Isabel made no answer. She treated Jean’s artful address as a mere remark, and no question. Her face would be a shade sadder; her eye more languid all the evening after—but that was all.
Perhaps, of all the eager, curious people about her, the one most difficult to silence was the Dominie, who had taken to coming across the braes every evening while Isabel was so ill, and now found it difficult to give up the habit. He would sit opposite to her in the little parlour while the spring evening lengthened, and watch her words and her looks with an inquisition which he could not restrain. ‘It’s like old times to have ye back,’ the Dominie would say: and a faint smile would be Isabel’s answer. She was always at work now—reading much—trying to teach herself a variety of new accomplishments, labouring at a dozen different pursuits with a pathetic earnestness that went to her visitor’s heart.
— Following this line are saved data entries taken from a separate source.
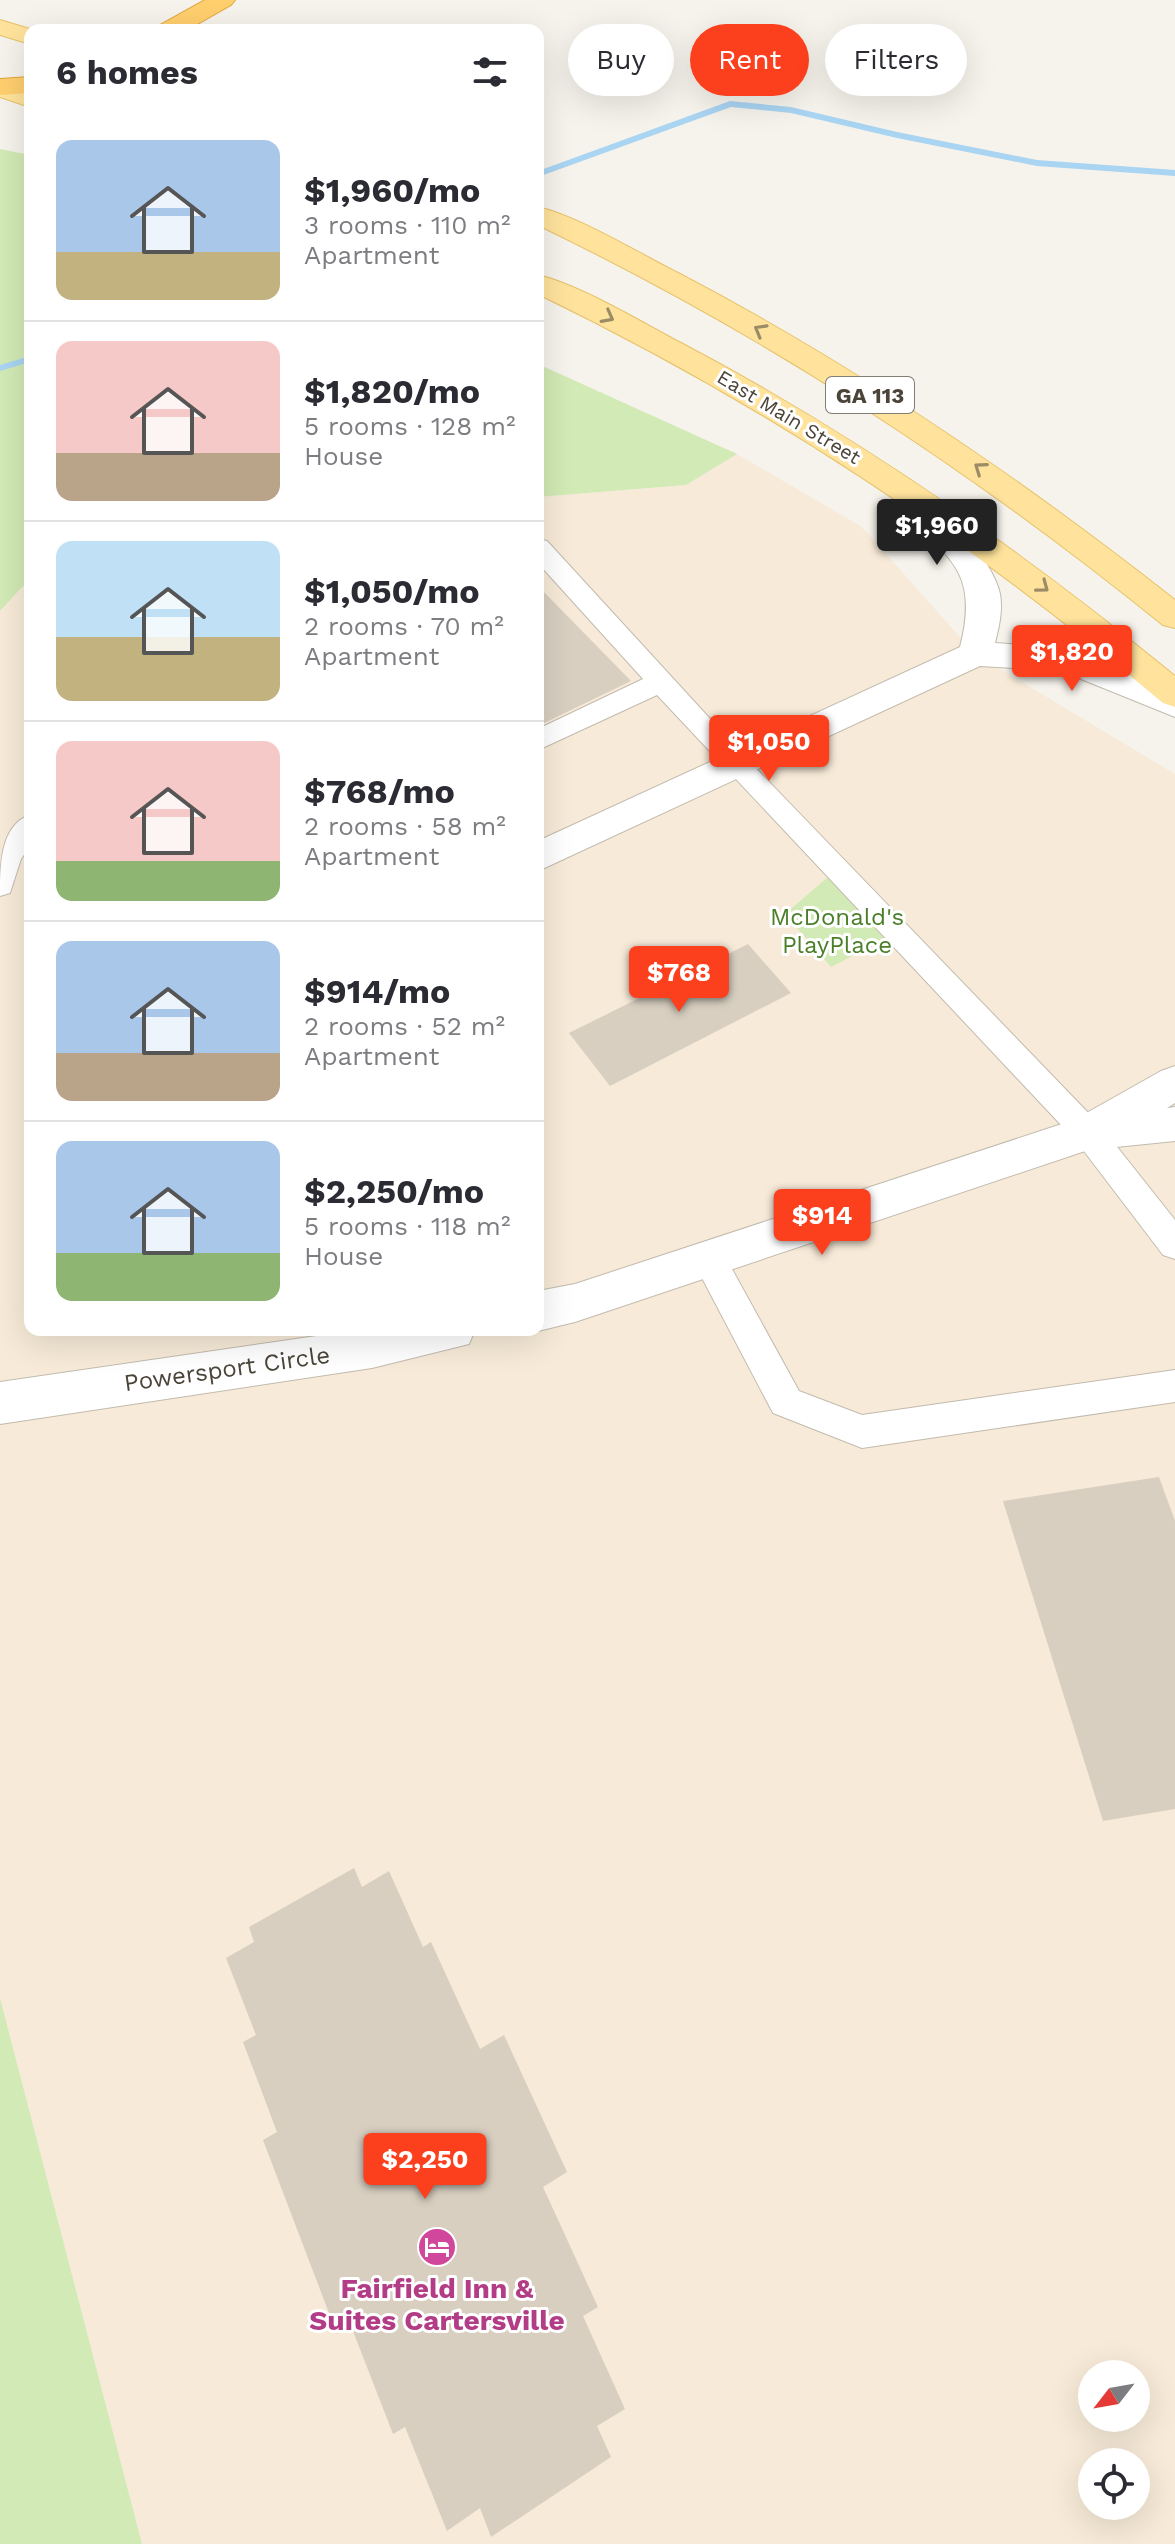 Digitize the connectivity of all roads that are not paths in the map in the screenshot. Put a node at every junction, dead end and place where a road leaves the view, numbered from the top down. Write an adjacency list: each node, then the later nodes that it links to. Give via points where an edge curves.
1 (225, 0): 2 (highway); 3 (highway)
2 (180, 24)
3 (211, 24)
4 (0, 27): 5 (main road)
5 (24, 35)
6 (24, 85): 7 (highway)
7 (0, 87): 8 (main road)
8 (24, 97)
9 (0, 105): 10 (highway)
10 (24, 106)
11 (544, 218): 15 (main road, GA 113, one-way to 11, via 1033,505 889,407 665,276)
12 (544, 286): 13 (main road, East Main Street / GA 113, one-way to 13, via 757,396)
13 (899, 484): 16 (street, via 958,546 982,587 983,619); 18 (main road, East Main Street / GA 113, one-way to 18, via 1048,590)
14 (544, 554): 17 (lane)
15 (1175, 617)
16 (975, 654): 19 (street, via 1083,665); 21 (street)
17 (661, 682): 20 (lane); 21 (lane)
18 (1175, 695)
19 (1175, 705)
20 (544, 737)
21 (736, 765): 23 (street); 27 (lane)
22 (24, 833): 24 (lane, via 7,856)
23 (544, 854)
24 (0, 885)
25 (1175, 1083): 27 (street)
26 (1175, 1124): 27 (street)
27 (1088, 1133): 28 (lane); 29 (street)
28 (1175, 1245)
29 (709, 1259): 30 (street); 33 (lane, via 786,1402 862,1432)
30 (544, 1310)
31 (398, 1336): 32 (street, Powersport Circle)
32 (370, 1339): 34 (street, Powersport Circle)
33 (1175, 1386)
34 (0, 1403)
‘What do you want with all these books?’ he said, as he sat at the parlour window looking out upon the darkling Loch.
‘To learn,’ she said. They were some of the minister’s old Italian books, of which he had been so fond.
‘To learn!—what for? It’s an accomplishment will be of little use to you,’ said the Dominie; ‘unless it is there you are going when you leave here.’
‘It is for Margaret,’ said Isabel, with a quivering lip—‘I would like her to learn when she is old enough what her father knew.’
‘Ah, that’s a good thought,’ said the Dominie, taken by surprise; and then he added, ‘But you cannot give your life to little Margaret—nor carry such things about with you through the world.’
‘I will have time enough here,’ she said, under her breath.
‘But, my dear!—we cannot expect you will be here all your life—that would be good for us, but ill for you.’